Four decades ago, the landscape of accelerator physics was vastly different from today's high-tech reality. Communication relied on telephones, faxes, and letters, with information primarily found in published books or conference proceedings.

Lectures at that time were based on hand-written transparencies, sometimes pictures and sketches, or transparency copies from books.

The first CAS course in October 1983 "Antiprotons for colliding beam facilities" being introduced by Kjell Johnson, with Simon van der Meer in the front row. (Credit: CERN PhotoLab 300-10-83)

A key factor to the school’s success has been its innovative educational approach and the flexibility to adapt to new learning processes. Participants attend lectures delivered by selected lecturers, including some of the world’s foremost experts in accelerator physics, who willingly share their knowledge and insights in an engaging and accessible manner.

CERN celebrated this special anniversary with a special CAS40 Week in September 2023, which featured a diverse range of activities. The central point of engagement was the CAS stand, strategically positioned in Restaurant 1, which showcased the school's history, achievements, and its mission to advance accelerator technology education. This visual display was not only informative but also served as a conversation starter for attendees interested in the world of particle accelerators and their applications.  A particularly exciting highlight of CAS40 Week was a special concert scheduled for the 14th of September during lunchtime. This concert, organised in collaboration with the CERN Music Club, promised to be a celebration of both the school's milestone and the power of networking within the CERN research community.

A particularly exciting highlight of CAS40 Week was a special concert, organized in collaboration with the CERN Music Club. (Credit: CERN/ Noemi Caraban)

 Another event in January 2024 honoured the dedicated lecturers, hands-on professionals and collaborators that come to CAS from CERN and from various institutes worldwide who have contributed all these years. A special award went to Piotr Kowina, from GSI and to Massimo Ferrario, from INFN.

Many of the current lecturers at CAS were once students and newcomers themselves. Now, they are recognised professors with successful careers and continue supporting the school and its specialised group of lecturers.

Prof Carsten P Welsch, Head of the Accelerator Physics Cluster at the University of Liverpool, said: "I had the pleasure of joining several CAS at the start of my career, before becoming a CAS lecturer years later. The fantastic atmosphere found at each School made it much easier to learn the, at times very difficult, material. The schools were undoubtedly key for fascinating me for the world of accelerators. A number of the friendships I made at CAS have become excellent scientific collaborations and large scale projects. Happy birthday, CAS!"

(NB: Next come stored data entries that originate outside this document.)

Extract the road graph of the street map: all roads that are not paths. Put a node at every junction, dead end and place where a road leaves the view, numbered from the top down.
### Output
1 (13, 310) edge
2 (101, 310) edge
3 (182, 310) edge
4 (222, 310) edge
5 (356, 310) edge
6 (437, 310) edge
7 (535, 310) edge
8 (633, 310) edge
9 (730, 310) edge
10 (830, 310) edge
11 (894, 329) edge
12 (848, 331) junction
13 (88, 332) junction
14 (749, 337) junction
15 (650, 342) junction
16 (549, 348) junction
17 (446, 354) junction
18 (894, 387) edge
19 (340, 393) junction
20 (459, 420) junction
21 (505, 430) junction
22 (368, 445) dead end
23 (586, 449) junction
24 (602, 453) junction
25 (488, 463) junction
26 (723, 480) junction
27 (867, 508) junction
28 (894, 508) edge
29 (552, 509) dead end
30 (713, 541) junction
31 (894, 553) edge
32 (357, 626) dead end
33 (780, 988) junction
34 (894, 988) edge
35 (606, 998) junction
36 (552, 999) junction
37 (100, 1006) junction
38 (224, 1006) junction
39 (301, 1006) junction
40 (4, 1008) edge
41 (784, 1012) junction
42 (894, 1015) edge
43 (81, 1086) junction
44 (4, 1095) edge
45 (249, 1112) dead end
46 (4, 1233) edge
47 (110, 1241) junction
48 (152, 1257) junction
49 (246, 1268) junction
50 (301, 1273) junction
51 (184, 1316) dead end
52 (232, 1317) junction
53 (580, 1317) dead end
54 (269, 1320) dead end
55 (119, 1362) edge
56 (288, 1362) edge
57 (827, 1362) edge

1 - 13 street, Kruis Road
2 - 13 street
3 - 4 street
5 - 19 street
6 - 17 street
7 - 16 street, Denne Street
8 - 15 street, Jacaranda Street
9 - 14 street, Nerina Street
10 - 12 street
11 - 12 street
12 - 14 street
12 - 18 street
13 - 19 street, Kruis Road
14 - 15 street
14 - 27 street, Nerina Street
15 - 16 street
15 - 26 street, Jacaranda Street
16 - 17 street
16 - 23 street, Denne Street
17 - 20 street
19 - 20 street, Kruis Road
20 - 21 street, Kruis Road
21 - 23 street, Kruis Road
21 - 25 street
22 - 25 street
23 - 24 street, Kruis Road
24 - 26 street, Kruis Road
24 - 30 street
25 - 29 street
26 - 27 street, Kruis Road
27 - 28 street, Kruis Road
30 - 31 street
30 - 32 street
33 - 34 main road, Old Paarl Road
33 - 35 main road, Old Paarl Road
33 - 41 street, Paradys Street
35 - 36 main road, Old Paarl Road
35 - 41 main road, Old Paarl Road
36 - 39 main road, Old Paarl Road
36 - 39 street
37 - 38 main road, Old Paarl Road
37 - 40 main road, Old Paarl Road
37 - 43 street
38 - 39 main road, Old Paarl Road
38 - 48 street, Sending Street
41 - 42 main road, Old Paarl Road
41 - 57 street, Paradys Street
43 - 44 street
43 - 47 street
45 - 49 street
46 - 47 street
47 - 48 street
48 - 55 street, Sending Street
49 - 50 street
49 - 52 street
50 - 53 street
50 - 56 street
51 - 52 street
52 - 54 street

Over CAS’ 40 year-long history, more than 6000 accelerator students and professionals have been trained, over a hundred accelerator schools have been held, and over forty publications have been carefully and rigorously compiled. Many of its alumni have gone on to play crucial roles in the development, construction, and operation of particle accelerators around the world.

Today, any new accelerator is the result of international collaborations featuring many individual contributions. CAS promotes this development concept by fostering collaboration right from the start of the initial courses, ensuring that students engage in teamwork and maintain the connections forged during the courses throughout their careers.